Year 957 (CMLVII) was a common year starting on Thursday of the Julian calendar.

== Events ==

=== By place ===

==== Europe ====
- September 6 - Liudolf, the eldest son of King Otto I, dies of a violent fever near Pombia (it is rumored from a latent poison administered somehow by Berengar II's agents). The German armies return home, leaving Berengar of Ivrea in control of Italy. Liudolf is succeeded by his 3-year-old son Otto, who will be adopted and raised by his grandfather Otto, as the later duke of Swabia and Bavaria.
- Wilfred II, count of Besalú of the House of Barcelona, is killed by rebellious vassals. He is succeeded by his brother Sunifred II.

==== England ====
- Mercia and Northumbria rebel against King Eadwig and switch their allegiance to his brother Edgar.
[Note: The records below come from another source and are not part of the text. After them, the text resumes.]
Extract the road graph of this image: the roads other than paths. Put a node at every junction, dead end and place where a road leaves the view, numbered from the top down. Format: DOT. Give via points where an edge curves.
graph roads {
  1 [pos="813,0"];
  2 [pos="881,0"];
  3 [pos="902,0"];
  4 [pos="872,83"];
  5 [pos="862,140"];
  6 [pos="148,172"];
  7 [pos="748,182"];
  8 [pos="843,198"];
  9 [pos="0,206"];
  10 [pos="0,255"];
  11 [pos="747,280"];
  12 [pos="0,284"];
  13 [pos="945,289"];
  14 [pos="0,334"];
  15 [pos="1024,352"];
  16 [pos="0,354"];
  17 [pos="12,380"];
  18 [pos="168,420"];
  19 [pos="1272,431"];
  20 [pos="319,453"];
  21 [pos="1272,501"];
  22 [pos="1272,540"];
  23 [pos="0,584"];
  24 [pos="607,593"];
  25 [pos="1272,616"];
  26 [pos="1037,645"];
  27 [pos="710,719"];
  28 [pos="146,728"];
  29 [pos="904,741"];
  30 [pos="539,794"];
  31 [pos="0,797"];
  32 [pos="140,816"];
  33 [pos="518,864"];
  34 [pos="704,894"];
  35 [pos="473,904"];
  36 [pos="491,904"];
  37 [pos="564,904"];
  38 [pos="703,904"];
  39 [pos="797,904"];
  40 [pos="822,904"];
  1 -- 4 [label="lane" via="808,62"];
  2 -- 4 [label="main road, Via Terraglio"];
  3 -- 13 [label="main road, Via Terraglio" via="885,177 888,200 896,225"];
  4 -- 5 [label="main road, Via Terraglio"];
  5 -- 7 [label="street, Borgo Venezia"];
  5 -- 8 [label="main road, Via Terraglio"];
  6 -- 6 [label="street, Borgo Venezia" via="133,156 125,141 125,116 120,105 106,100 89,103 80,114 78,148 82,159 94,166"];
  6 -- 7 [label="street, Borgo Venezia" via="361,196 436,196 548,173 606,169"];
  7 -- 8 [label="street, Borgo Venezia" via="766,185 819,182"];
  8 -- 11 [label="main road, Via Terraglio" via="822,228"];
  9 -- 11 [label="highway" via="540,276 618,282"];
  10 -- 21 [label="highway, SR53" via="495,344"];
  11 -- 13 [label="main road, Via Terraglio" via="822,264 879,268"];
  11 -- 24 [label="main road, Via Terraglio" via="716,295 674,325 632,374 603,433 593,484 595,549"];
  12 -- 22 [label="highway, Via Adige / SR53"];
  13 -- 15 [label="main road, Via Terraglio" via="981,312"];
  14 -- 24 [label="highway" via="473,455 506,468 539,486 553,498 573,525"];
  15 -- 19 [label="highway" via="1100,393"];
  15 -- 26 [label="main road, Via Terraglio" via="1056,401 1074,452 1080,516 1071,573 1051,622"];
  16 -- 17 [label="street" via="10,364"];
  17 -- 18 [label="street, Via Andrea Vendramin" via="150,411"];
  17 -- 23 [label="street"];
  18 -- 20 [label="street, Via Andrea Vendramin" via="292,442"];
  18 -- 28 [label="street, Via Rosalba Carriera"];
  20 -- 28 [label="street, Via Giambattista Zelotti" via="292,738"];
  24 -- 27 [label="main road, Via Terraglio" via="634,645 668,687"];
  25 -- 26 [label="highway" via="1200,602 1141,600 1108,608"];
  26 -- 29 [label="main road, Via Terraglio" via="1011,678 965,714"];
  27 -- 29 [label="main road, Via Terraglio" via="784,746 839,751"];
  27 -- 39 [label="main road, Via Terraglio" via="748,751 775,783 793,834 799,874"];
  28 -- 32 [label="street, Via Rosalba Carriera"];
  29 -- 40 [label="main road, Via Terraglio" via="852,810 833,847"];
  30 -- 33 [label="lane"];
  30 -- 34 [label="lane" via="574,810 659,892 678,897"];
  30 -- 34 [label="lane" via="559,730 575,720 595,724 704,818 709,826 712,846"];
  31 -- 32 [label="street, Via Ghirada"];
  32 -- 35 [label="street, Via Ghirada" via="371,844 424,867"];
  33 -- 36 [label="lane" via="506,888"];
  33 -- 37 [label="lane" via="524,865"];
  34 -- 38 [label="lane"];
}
The English nobles (in support of the church) agree to divide the kingdom along the Thames River, with Eadwig keeping Wessex and Kent in the south and Edgar ruling in the north. Edgar's advisers recall Dunstan from Flanders (see 956).

==== Japan ====
- The Tenryaku era under the reign of Emperor Murakami ends. The Tentoku era begins (until 961).

==== Caspian Sea ====
- 957 Caspian Sea earthquake. It took place in the Caspian Sea and its vicinity. The earthquake is mentioned by several Arab and Syriac chronicle writers, who claimed that it mainly affected the region of Persian Iraq. The initial shocks lasted 40 days, but ceased for a while. The main earthquake then occurred, damaging the cities of Ray, Talikan, and Hulwan. A reported number of 150 villages were supposedly destroyed by the earthquake.

=== By topic ===

==== Religion ====
- Olga of Kiev, ruler and regent of Kievan Rus', converts to the Eastern Orthodox Church, from paganism (approximate date).
- In China the Longquan Monastery is founded during the Liao Dynasty.

== Births ==
- Fujiwara no Junshi, Japanese empress consort (d. 1017)
- Fujiwara no Kinsue, Japanese statesman (d. 1029)
- Fujiwara no Sanesuke, Japanese nobleman (d. 1046)
- Fujiwara no Yoshikane, Japanese nobleman (d. 1021)
- Lu Zhen, Chinese scholar-official (approximate date)
- Wang Dan, Chinese politician and Grand Chancellor (d. 1017)

== Deaths ==
- January 16 - Abu Bakr Muhammad ibn Ali al-Madhara'i, Tulunid vizier (b. 871)
- June 14 - Guadamir, bishop of Vic (Spain)
- September 6 - Liudolf, duke of Swabia
- date unknown
  - Arinjaya, king of the Chola Kingdom (India)
  - Istakhri, Persian traveler and geographer
  - Marzuban ibn Muhammad, Sallarid ruler
  - Ruzbahan, Buyid tax collector and general
  - Wilfred II, count of Besalú (Spain)

==Sources==
- Antonopoulos, J. (1980). "Data from investigation of seismic Sea waves events in the Eastern Mediterranean from 500 to 1000 A.D."